TASK INSTRUCTIONS: Pull each line containing "Juvara" out of the data and copy it.

EXCERPTED DATA:
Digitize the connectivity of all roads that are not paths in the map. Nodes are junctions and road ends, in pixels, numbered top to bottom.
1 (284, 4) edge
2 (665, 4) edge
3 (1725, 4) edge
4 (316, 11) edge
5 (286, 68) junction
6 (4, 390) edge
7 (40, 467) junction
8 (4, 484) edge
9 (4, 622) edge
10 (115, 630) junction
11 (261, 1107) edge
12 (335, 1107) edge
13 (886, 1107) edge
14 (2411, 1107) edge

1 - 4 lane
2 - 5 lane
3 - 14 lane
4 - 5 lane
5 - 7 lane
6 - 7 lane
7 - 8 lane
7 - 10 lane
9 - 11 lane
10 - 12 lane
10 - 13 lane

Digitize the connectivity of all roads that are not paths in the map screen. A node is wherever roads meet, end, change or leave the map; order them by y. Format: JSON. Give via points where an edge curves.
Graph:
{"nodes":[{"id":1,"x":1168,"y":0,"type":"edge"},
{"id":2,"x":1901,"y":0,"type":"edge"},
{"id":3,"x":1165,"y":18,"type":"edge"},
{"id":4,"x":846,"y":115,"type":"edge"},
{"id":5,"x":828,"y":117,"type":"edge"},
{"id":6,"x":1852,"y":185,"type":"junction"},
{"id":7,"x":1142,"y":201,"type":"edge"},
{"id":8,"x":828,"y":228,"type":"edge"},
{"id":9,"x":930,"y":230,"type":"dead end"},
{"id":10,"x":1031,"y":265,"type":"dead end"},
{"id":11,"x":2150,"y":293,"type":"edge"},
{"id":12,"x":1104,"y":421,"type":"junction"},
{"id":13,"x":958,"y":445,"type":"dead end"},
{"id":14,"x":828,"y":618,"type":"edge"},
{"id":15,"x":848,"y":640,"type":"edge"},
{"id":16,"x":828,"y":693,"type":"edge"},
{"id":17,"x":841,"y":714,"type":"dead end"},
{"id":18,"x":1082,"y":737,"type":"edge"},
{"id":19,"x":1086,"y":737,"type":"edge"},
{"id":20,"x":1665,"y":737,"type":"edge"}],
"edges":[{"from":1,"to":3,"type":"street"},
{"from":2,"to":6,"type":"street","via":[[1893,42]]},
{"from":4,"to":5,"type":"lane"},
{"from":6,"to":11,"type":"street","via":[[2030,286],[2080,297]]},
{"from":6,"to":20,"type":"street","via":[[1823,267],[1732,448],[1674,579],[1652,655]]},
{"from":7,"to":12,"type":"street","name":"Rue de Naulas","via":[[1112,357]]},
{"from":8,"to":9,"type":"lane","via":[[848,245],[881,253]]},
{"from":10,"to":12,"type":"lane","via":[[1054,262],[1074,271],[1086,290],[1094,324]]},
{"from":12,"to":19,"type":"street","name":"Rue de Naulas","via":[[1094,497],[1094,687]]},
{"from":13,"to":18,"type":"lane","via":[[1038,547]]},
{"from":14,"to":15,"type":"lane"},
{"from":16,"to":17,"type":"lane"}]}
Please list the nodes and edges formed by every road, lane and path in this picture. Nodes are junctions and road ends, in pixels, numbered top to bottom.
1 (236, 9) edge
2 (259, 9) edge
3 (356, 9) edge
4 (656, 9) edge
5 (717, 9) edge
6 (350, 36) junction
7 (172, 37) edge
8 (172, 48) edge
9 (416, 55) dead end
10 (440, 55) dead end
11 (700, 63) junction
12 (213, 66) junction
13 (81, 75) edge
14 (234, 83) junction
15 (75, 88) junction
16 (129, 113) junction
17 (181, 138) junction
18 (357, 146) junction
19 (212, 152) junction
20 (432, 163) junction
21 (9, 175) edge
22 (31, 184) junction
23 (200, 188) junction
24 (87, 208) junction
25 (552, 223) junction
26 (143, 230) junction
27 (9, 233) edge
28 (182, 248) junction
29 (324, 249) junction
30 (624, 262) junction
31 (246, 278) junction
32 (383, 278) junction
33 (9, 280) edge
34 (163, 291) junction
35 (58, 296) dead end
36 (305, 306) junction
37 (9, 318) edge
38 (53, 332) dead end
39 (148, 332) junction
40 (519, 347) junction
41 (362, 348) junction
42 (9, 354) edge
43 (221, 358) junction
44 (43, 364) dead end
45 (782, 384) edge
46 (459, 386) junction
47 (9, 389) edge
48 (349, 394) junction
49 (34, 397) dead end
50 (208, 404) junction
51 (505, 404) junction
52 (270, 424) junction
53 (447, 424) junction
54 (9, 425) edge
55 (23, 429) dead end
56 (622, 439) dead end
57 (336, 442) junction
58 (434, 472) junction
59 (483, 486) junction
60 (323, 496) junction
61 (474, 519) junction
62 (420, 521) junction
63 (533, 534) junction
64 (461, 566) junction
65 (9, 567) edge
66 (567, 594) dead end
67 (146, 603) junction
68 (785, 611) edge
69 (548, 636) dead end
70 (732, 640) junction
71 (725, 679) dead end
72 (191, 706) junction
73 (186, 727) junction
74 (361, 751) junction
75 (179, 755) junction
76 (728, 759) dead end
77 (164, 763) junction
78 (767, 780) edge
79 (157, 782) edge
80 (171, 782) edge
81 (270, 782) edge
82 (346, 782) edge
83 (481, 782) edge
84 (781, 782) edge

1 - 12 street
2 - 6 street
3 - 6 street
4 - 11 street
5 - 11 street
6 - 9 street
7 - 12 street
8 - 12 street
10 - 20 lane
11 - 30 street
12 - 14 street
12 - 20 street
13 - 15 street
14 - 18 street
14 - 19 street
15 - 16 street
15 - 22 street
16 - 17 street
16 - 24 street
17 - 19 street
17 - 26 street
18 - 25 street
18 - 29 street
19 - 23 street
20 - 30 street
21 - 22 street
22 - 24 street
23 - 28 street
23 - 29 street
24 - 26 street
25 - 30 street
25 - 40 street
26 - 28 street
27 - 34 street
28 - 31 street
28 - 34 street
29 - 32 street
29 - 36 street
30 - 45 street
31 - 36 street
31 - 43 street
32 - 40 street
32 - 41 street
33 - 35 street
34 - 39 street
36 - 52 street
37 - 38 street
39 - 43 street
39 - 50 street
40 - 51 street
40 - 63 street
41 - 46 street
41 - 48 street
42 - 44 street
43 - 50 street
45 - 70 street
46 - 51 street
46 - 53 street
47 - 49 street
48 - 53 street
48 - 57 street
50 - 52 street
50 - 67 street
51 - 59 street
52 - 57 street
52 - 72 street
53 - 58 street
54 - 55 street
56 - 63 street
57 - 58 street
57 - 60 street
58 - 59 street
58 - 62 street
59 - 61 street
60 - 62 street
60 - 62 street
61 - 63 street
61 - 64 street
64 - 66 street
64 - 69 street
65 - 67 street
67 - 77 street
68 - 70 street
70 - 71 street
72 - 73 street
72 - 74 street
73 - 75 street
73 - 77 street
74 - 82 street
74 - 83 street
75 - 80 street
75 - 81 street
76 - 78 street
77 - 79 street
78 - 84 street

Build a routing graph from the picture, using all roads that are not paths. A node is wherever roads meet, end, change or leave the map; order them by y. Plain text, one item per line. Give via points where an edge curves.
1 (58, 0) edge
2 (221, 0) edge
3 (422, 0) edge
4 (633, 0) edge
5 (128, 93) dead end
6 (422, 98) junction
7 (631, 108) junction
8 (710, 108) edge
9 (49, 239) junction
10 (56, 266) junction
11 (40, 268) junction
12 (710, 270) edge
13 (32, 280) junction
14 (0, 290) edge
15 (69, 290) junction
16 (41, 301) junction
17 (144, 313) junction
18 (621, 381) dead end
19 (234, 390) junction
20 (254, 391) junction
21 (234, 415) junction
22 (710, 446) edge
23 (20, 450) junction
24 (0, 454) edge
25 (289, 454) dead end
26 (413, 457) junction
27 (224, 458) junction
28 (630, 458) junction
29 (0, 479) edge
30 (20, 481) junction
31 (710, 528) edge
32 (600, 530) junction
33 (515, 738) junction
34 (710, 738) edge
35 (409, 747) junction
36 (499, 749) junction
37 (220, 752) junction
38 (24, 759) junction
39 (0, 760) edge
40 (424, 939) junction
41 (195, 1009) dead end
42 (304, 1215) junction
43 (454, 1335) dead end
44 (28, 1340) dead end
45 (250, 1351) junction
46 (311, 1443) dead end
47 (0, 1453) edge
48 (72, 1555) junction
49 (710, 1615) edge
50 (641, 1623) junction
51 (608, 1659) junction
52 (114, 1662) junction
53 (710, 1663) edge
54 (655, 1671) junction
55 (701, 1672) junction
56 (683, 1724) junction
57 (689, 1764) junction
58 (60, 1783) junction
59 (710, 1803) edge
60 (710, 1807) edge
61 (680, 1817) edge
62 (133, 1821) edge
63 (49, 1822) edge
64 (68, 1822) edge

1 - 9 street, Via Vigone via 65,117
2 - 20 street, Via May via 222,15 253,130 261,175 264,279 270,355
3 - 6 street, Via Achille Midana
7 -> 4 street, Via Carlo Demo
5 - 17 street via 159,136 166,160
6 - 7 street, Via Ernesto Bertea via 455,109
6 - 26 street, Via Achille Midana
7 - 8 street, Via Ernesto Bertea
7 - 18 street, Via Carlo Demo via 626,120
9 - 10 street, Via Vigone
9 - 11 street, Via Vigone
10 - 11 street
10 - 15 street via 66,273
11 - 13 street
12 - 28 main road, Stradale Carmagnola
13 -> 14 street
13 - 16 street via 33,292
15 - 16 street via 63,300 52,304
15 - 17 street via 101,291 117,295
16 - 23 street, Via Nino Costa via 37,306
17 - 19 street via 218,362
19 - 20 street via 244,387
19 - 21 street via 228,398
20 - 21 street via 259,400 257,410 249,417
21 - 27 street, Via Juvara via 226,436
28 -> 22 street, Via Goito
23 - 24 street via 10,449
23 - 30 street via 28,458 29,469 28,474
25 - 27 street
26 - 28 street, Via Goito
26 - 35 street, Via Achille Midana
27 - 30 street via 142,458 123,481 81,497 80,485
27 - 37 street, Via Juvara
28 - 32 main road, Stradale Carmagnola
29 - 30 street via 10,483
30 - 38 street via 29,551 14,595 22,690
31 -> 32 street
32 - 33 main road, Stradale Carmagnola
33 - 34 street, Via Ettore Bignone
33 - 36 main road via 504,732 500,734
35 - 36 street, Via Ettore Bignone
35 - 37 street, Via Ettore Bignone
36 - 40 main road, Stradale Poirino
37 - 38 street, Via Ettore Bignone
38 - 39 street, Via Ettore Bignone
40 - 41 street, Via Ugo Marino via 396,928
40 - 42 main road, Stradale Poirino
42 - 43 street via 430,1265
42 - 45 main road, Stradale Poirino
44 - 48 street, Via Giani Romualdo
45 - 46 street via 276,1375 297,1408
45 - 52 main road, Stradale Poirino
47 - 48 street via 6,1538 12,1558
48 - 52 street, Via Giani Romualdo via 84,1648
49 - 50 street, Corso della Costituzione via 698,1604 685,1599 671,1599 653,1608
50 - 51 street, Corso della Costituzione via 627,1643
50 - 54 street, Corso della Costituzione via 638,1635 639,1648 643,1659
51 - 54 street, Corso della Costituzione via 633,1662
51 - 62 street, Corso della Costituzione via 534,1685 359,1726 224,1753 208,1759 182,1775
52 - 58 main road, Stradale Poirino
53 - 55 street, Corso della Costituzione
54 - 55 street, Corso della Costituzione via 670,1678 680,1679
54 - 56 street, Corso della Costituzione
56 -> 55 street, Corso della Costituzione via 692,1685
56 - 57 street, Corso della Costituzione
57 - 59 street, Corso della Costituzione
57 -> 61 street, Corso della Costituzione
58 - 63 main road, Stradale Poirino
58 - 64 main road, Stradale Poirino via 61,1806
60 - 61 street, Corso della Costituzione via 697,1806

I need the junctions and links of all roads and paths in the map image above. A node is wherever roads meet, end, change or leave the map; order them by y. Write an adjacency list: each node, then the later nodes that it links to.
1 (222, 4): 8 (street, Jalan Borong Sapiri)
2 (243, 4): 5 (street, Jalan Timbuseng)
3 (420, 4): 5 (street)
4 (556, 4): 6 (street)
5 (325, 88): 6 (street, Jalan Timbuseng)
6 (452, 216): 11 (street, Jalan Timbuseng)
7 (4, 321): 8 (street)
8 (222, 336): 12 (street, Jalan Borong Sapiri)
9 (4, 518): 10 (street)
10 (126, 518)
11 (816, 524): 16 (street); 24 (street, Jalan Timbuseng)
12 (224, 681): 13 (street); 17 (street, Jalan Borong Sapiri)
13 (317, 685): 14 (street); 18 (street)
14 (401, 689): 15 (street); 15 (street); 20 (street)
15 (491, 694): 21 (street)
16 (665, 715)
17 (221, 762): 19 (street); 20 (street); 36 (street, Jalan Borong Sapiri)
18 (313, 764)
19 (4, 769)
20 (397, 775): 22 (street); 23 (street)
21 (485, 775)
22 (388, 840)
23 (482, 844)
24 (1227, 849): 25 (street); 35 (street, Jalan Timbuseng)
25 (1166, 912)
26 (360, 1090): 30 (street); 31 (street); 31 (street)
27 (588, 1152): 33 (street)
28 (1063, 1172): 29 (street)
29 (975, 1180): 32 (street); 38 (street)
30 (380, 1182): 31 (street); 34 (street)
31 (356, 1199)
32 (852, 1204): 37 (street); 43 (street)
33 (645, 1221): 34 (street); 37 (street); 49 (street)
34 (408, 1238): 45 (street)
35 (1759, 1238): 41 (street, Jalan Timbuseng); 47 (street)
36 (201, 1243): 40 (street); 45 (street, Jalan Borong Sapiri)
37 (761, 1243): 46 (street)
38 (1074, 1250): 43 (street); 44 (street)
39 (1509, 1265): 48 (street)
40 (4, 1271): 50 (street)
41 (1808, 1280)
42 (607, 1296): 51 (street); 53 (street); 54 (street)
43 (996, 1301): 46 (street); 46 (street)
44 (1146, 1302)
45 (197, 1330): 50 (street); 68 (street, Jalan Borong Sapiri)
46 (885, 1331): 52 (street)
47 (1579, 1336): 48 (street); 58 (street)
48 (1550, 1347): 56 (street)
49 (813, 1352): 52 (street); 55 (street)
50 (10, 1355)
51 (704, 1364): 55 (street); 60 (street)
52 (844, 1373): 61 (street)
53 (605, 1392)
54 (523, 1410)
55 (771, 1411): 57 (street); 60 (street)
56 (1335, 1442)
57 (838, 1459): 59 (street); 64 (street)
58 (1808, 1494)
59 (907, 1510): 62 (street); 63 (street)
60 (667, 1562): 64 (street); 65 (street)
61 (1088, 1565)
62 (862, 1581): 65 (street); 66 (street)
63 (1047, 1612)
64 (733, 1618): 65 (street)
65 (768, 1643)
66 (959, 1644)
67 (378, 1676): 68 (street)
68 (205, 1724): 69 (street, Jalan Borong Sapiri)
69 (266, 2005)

REPLY:
21 - 27 street, Via Juvara via 226,436
27 - 37 street, Via Juvara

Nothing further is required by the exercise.